Now we want this to show that $X$ is not connected. So how do we go from our function back to $X$? Well we shall consider the pre-image.
Let $X_1$ = $f^{-1}(B_1) \cap X$, and let $X_2$ = $f^{-1}(B_2) \cap X$. It should be intuitively that these sets make $X$ not connected.

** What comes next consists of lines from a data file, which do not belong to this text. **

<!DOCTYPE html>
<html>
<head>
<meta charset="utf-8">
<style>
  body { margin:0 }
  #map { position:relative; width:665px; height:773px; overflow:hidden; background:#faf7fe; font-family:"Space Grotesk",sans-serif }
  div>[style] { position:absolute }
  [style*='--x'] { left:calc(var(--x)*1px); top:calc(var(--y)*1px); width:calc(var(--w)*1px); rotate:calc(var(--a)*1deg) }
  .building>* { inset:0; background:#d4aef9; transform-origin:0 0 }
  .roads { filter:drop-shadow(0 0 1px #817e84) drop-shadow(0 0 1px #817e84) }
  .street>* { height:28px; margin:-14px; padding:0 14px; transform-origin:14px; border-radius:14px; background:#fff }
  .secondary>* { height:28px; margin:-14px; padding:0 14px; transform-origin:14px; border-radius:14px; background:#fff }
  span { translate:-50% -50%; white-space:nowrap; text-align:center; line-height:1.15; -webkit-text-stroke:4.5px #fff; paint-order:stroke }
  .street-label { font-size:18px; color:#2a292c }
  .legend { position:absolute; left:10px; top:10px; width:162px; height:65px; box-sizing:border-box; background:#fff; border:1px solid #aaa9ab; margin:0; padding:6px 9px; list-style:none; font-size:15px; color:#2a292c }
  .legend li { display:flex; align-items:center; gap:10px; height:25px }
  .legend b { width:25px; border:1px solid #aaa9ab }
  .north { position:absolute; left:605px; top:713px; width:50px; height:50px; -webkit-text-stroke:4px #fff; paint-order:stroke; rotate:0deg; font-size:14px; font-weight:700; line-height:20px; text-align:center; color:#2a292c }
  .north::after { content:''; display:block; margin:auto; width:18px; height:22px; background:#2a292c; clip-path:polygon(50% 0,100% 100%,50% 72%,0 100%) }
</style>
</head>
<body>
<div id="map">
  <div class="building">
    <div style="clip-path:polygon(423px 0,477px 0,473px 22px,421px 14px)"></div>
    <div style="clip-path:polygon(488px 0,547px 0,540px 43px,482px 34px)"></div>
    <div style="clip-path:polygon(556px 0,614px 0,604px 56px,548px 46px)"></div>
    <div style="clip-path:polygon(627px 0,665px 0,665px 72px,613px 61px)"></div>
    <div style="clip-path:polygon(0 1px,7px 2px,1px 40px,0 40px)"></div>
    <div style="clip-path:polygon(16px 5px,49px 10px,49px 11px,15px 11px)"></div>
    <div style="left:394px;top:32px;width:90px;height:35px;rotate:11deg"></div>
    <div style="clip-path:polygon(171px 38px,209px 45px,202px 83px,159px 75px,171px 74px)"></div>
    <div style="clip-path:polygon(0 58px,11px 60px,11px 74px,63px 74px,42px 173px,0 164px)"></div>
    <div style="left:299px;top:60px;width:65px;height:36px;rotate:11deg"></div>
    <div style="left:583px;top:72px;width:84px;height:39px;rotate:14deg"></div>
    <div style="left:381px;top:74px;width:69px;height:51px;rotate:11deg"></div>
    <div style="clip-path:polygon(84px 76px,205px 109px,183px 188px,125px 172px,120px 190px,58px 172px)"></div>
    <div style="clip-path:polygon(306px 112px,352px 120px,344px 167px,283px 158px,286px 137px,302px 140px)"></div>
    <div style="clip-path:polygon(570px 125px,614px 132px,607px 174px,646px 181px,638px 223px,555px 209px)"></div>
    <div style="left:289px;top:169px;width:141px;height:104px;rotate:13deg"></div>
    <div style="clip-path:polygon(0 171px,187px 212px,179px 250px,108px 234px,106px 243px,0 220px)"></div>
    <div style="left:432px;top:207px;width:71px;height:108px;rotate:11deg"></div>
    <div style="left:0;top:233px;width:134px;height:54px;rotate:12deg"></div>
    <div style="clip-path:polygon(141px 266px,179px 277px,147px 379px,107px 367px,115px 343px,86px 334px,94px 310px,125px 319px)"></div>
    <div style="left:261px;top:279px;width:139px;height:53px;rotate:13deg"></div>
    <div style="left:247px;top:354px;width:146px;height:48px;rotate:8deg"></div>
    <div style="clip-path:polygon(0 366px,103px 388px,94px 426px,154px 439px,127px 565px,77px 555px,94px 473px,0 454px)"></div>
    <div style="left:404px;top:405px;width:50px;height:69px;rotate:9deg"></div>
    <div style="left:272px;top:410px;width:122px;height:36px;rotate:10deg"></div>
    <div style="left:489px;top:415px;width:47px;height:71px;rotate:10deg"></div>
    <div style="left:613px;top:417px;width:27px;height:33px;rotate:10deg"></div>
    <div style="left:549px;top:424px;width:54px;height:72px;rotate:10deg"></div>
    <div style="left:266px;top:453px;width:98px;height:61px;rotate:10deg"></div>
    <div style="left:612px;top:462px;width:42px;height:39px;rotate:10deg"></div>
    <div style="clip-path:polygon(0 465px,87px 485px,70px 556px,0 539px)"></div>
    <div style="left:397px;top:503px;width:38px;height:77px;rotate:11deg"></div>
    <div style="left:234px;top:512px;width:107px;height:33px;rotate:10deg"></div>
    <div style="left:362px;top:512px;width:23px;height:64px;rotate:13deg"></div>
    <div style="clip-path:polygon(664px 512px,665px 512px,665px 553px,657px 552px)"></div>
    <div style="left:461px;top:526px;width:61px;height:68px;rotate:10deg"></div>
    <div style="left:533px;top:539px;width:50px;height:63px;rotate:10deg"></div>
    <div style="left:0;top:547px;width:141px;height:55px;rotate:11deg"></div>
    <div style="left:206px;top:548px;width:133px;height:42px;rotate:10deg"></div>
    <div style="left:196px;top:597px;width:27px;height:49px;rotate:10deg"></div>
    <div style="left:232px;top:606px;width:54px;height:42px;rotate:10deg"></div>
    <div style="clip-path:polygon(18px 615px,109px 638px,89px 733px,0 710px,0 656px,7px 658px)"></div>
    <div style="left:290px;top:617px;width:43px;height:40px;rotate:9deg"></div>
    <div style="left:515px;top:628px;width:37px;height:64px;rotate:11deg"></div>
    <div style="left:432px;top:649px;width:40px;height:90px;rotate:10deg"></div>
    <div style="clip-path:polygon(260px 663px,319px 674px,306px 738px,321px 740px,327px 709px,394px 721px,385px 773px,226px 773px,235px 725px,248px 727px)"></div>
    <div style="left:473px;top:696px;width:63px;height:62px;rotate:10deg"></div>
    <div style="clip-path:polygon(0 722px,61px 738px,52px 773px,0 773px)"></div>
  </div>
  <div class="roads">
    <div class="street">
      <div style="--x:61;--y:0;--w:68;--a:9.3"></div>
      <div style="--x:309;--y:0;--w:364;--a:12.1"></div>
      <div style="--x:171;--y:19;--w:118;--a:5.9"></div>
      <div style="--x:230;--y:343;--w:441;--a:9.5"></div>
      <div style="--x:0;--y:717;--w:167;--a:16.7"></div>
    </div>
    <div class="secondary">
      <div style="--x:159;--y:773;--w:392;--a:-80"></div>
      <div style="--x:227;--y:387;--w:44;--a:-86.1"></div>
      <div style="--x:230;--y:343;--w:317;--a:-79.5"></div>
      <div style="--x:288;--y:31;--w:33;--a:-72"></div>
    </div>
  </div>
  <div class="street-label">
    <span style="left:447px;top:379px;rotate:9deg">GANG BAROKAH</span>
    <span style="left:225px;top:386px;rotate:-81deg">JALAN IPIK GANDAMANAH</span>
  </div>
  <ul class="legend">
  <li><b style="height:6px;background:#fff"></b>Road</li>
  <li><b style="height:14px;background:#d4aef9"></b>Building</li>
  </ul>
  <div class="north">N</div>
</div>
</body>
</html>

Now we claim that $X = X_1 \cup X_2$. Indeed, $X_1 \cup X_2 = (f^{-1}(B_1) \cap X) \cup (f^{-1}(B_2) \cap X) = f^{-1}(B_1 \cup B_2) \cap X = f^{-1}(f(X)) \cap X = X \cap X = X. $
Now we consider $\overline{X_1} \cap X_2 = \overline{(f^{-1}(B_1) \cap A)} \cap (f^{-1}(B_2) \cap A) \subset \overline{f^{-1}(B_1)} \cap f^{-1}(B_2)$
Now here's the crucial need of continuity: $f: X \rightarrow Y$ is continuous if and only if for every $B \subset Y$ $\overline{f^{-1}(B)} \subset f^{-1}(\overline{B})$ (for the proof of this, it should be in the beginning of Rudin's chapter on continuity). Hence, we see
$\overline{f^{-1}(B_1)} \cap f^{-1}(B_2) \subset f^{-1}(\overline{B_1}) \cap f^{-1}(B_2)$ =$ f^{-1}(\overline{B_1} \cap B_2)$  = $f^{-1}(\emptyset)$ = $\emptyset$, so we have $\overline{B_1} \cap B_2 \subset \emptyset$. S we see $\overline{B_1} \cap B_2 = \emptyset$. 
Now repeat the above proof for $\overline{B_2} \cap B_1$. Now we have shown $X = B_1 \cap B_2$ where $\overline{B_2} \cap B_1 = \overline{B_1} \cap B_2  = \emptyset$, so $X$ is disconnected, but this is our desired contradiction.